=== Work task ===
Here are the records. Write out exactly the lines between the one holding "return path;" and the one holding "ctx.textAlign = isNaN(turn)", inclusive.

=== Dataset entries ===
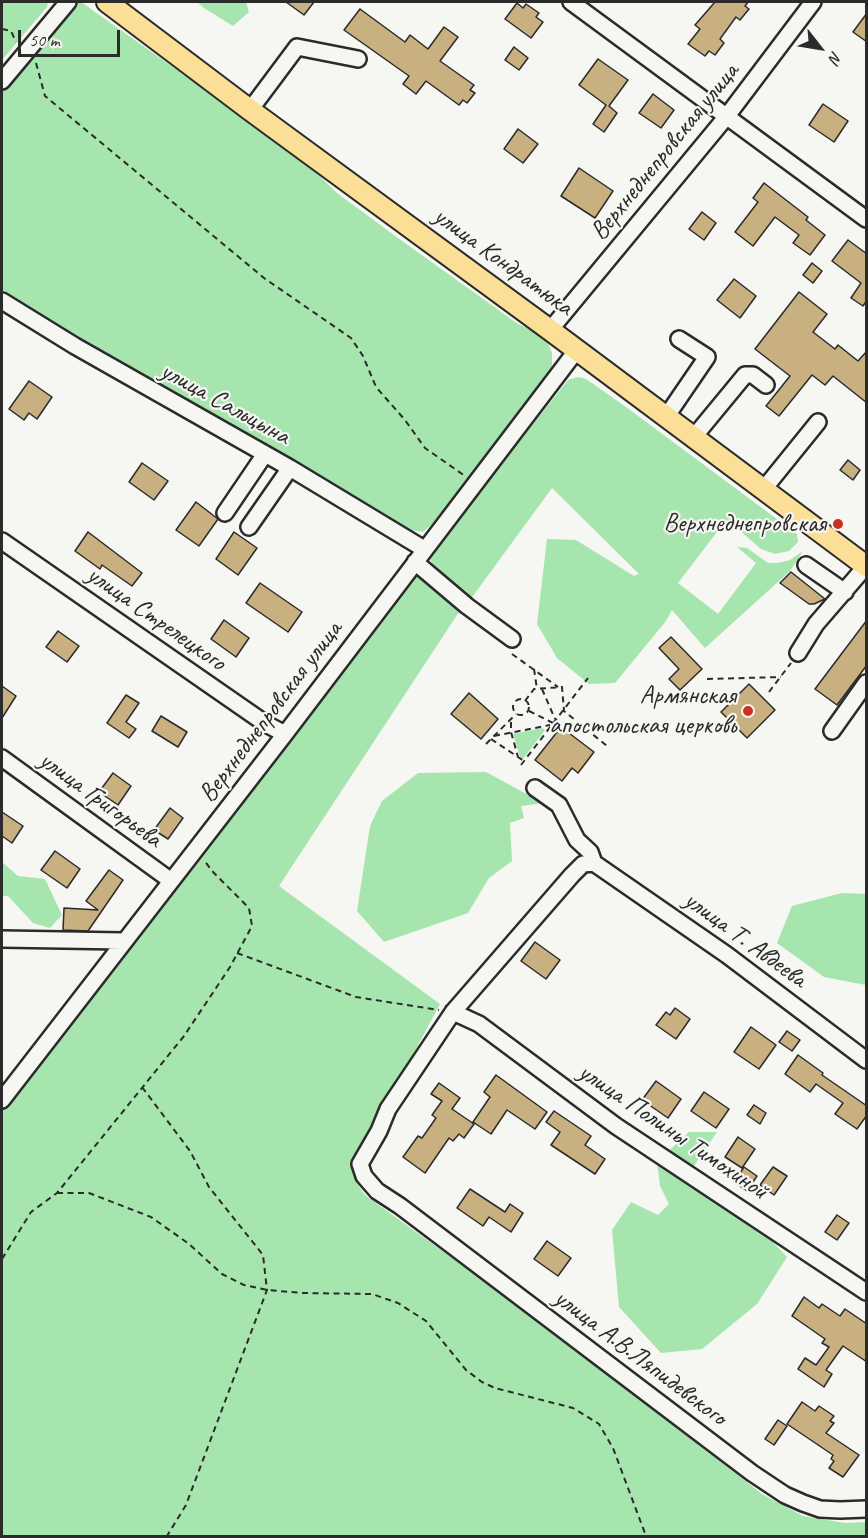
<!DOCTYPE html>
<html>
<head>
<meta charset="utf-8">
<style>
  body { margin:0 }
  #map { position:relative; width:868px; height:1538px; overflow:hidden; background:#f6f6f2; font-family:Caveat,sans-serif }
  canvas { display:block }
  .frame { position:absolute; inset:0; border:3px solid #2b2b2b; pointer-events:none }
  .north { position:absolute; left:790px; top:18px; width:60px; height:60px; -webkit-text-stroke:4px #f6f6f2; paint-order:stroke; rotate:121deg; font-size:16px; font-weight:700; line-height:24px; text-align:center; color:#2b2b2b }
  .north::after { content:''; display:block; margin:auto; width:21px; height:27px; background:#2b2b2b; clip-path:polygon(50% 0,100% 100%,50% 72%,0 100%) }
  .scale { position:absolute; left:18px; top:30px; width:102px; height:27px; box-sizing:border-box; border:3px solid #2b2b2b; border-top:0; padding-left:8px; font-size:18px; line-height:21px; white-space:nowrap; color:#2b2b2b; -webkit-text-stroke:4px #f6f6f2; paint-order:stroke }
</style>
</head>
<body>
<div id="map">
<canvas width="868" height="1538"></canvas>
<div class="frame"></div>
<div class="north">N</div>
<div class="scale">50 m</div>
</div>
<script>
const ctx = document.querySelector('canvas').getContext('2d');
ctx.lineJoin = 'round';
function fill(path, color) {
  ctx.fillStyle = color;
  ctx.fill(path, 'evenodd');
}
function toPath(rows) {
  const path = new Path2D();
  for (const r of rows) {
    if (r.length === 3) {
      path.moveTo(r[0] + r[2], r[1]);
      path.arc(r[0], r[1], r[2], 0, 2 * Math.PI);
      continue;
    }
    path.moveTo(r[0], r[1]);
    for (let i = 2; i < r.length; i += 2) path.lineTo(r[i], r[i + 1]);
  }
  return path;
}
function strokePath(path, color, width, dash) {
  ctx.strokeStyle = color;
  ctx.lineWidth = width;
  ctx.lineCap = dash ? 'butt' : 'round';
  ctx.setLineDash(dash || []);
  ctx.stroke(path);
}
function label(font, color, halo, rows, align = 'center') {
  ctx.font = font + ' Caveat,sans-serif';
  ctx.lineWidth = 4.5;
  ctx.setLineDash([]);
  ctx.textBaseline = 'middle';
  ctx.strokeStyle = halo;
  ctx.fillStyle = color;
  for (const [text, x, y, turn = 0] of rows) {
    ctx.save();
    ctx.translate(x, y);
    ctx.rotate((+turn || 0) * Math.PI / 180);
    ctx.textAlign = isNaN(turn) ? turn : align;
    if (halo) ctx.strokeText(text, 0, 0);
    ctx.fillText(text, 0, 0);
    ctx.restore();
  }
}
fill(toPath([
  [2,2,48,2,47,7,2,60],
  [81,2,273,138,308,165,337,193,398,238,518,324,536,332,547,341,552,353,552,369,546,382,432,524,423,532,405,529,2,294,2,89,71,3],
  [197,2,246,2,249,12,233,26,204,8],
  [578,377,586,379,626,407,797,534,798,542,789,551,775,554,761,549,732,524,717,527,717,532,678,583,718,614,756,563,737,547,747,548,768,563,778,563,790,560,803,551,790,571,705,648,672,610,666,621,615,683,589,684,557,658,537,624,547,539,576,540,634,576,639,574,552,488,470,600,433,565,430,559,431,552,568,380],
  [415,576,424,577,457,604,459,612,279,886,440,1004,377,1122,371,1145,355,1180,365,1195,540,1322,762,1494,803,1516,845,1523,866,1522,866,1536,2,1536,2,1111,62,1027],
  [542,728,545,730,523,759,520,757,513,734],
  [486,772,543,803,521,806,524,818,510,823,512,861,489,878,468,913,384,942,357,911,370,826,382,801,418,773],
  [2,862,18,876,45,879,62,915,50,928,33,923,8,896,2,896],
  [842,893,866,894,866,985,824,977,777,943,792,906],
  [689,1132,717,1132,685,1179,771,1240,787,1257,757,1304,702,1349,661,1353,619,1307,612,1230,631,1202,658,1215,669,1204,660,1186,657,1162]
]), '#a6e5ad');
const building = toPath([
  [286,2,314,2,304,15,286,2],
  [715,2,748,2,745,6,749,9,740,20,736,17,720,39,724,43,715,55,709,51,705,56,688,44,700,29,695,25,715,2],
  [517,3,523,8,526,4,539,13,536,17,543,22,531,38,505,19,517,3],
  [360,9,405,42,410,35,428,49,444,27,458,37,440,61,474,85,470,90,475,93,467,103,463,100,459,105,426,81,416,94,403,84,409,76,344,30,360,9],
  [867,13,867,42,853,32,867,13],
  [514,47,528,58,519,70,505,60,514,47],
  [598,59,628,80,609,106,617,113,604,132,593,124,606,105,579,85,598,59],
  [653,94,674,110,661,128,639,113,653,94],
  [823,104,848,121,834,142,809,125,823,104],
  [518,129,538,144,523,163,504,149,518,129],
  [579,168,613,191,595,218,561,196,579,168],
  [764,183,808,217,806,220,825,235,810,255,793,243,799,235,775,217,753,246,735,232,758,202,753,198,764,183],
  [702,212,716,223,704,240,689,229,702,212],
  [848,240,867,254,867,300,863,306,851,298,861,283,832,261,848,240],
  [812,263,822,271,813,283,803,275,812,263],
  [734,279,756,296,740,318,717,300,734,279],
  [799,292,827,314,813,332,835,349,838,345,858,361,867,351,867,403,833,376,825,385,812,375,779,416,766,406,790,376,755,349,799,292],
  [29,381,52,397,37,419,29,413,24,420,9,409,29,381],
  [848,460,860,470,853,480,840,470,848,460],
  [142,463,168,481,154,500,129,482,142,463],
  [196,502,218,519,199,546,176,530,196,502],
  [88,532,142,573,132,586,102,565,100,569,75,551,88,532],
  [234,532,257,548,238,575,216,559,234,532],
  [791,572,825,599,814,604,809,604,780,583,791,572],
  [260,583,302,612,288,632,246,603,260,583],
  [224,620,249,638,236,657,211,639,224,620],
  [867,620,867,665,837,705,815,689,867,620],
  [58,631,79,646,67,662,46,647,58,631],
  [671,637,702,669,680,690,669,679,679,669,659,648,671,637],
  [749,684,775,710,747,738,721,712,749,684],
  [2,686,16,696,2,718,2,686],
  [469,693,498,719,481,739,451,714,469,693],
  [126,695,139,703,126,722,136,729,129,738,107,723,126,695],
  [161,716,187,732,178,747,152,731,161,716],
  [561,727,594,752,578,773,572,768,562,781,535,760,561,727],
  [113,773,131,786,118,805,99,792,113,773],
  [170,808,183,818,168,839,154,830,170,808],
  [2,812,23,826,12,843,2,836,2,812],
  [55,851,80,869,67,888,41,870,55,851],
  [109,870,123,880,88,931,63,930,64,908,98,910,86,901,109,870],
  [535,942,560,960,546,979,521,961,535,942],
  [675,1008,690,1019,676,1039,656,1025,666,1012,670,1015,675,1008],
  [751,1027,776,1045,759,1069,734,1052,751,1027],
  [787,1031,800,1040,792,1051,779,1042,787,1031],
  [798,1055,823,1073,822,1075,867,1106,867,1115,857,1129,835,1114,843,1103,816,1084,810,1092,785,1074,798,1055],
  [496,1075,547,1112,535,1129,507,1110,491,1134,473,1122,490,1097,484,1092,496,1075],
  [656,1081,681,1099,668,1118,642,1100,656,1081],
  [439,1083,460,1098,452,1109,474,1124,464,1138,459,1134,453,1141,449,1138,425,1173,403,1157,418,1136,422,1138,436,1118,432,1115,442,1101,431,1094,439,1083],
  [704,1092,729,1109,716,1128,691,1111,704,1092],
  [754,1105,766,1113,760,1124,747,1115,754,1105],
  [554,1111,591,1136,585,1145,605,1159,595,1174,551,1145,560,1132,546,1122,554,1111],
  [738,1137,755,1149,742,1168,725,1157,738,1137],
  [744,1167,757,1176,747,1191,734,1182,744,1167],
  [773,1167,787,1176,774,1195,760,1185,773,1167],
  [470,1189,505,1212,510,1204,523,1213,511,1232,489,1217,483,1226,457,1208,470,1189],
  [837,1215,849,1223,837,1240,825,1232,837,1215],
  [547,1241,571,1258,558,1276,534,1259,547,1241],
  [804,1297,819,1308,822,1304,840,1316,845,1309,867,1324,867,1362,843,1346,826,1370,832,1374,824,1387,798,1369,805,1358,816,1365,829,1347,822,1343,825,1339,792,1316,804,1297],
  [802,1402,815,1411,819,1406,834,1416,830,1421,834,1423,826,1433,859,1455,843,1477,829,1468,834,1461,831,1459,833,1455,787,1424,802,1402],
  [778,1420,787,1426,774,1445,765,1439,778,1420]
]);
fill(building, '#c9b080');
strokePath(building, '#2b2b2b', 1.5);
const minor = toPath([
  [571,2,866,219],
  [2,81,68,2],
  [250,110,297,47,358,59],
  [2,301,75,346,290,468,424,549],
  [550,330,727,116,813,2],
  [666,417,707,357,679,339],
  [693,438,745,375,753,375,766,385],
  [763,490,818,422],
  [225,513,265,454],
  [249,527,290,468],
  [2,541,266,724,285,734],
  [415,562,467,606,512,639],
  [806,565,845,592],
  [798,653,816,624,866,566],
  [832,731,866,683],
  [2,758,170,880],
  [535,788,559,805,577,840,590,852,594,863],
  [594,863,583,864,572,875,453,1012,388,1109,379,1131,360,1164,364,1176,377,1191,400,1206,752,1473,785,1495,803,1503,820,1509,840,1510,866,1509],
  [594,863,727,955,866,1060],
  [2,939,123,941],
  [453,1012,479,1024,616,1126,866,1292],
  [2,1100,285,734,576,351]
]);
const major = toPath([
  [107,2,250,110,550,330,866,566]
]);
strokePath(minor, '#2b2b2b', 20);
strokePath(major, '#2b2b2b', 24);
strokePath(toPath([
  [2,29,11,31,16,42],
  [36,63,45,96,264,278,351,338,363,356,376,387,405,420,425,448,465,476],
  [512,654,558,687],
  [534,669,537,689],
  [707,679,781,677],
  [542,689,555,719],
  [769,692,791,663],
  [521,707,8],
  [525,701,534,689,562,687,564,711,607,746],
  [529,711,553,723],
  [511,722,511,732,518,757],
  [494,736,550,725],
  [491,739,524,761],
  [486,744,516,714],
  [521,765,588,678],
  [237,953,356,997,439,1010],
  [142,1087,190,1151,209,1187,263,1255,267,1290,186,1505,167,1536],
  [57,1193,89,1193,151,1217,189,1244,222,1274,244,1285,267,1290,303,1293,372,1294,398,1303,426,1321,466,1370,482,1382,495,1388,573,1408,599,1424,613,1448,646,1536],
  [2,1259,31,1212,57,1193,184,1036,230,967,252,926,249,908,212,871,204,860]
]), '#2b2b2b', 2, [6, 4.5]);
strokePath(minor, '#f6f6f2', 15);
strokePath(major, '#fbdf96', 20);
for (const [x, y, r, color] of [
  [838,524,6,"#c8321e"],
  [748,711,6,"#c8321e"]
]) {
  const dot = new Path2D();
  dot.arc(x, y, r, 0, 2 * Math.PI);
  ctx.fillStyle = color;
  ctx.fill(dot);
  strokePath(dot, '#f6f6f2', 2);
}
label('26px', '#2b2b2b', '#f6f6f2', [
  ["Верхнеднепровская улица",665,152,-51],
  ["улица Кондратюка",503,262,36],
  ["улица Сальцына",225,404,29],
  ["улица Стрелецкого",156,619,35],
  ["Верхнеднепровская улица",271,712,-53],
  ["улица Григорьева",100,800,36],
  ["улица Т. Авдеева",745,940,36],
  ["улица Полины Тимохиной",673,1132,34],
  ["улица А.В.Ляпидевского",640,1358,37]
]);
label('26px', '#2b2b2b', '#f6f6f2', [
  ["Верхнеднепровская",826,524],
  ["Армянская",736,696],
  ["апостольская церковь",736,726]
], 'right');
</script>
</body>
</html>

=== Task solution ===
  return path;
}
function strokePath(path, color, width, dash) {
  ctx.strokeStyle = color;
  ctx.lineWidth = width;
  ctx.lineCap = dash ? 'butt' : 'round';
  ctx.setLineDash(dash || []);
  ctx.stroke(path);
}
function label(font, color, halo, rows, align = 'center') {
  ctx.font = font + ' Caveat,sans-serif';
  ctx.lineWidth = 4.5;
  ctx.setLineDash([]);
  ctx.textBaseline = 'middle';
  ctx.strokeStyle = halo;
  ctx.fillStyle = color;
  for (const [text, x, y, turn = 0] of rows) {
    ctx.save();
    ctx.translate(x, y);
    ctx.rotate((+turn || 0) * Math.PI / 180);
    ctx.textAlign = isNaN(turn) ? turn : align;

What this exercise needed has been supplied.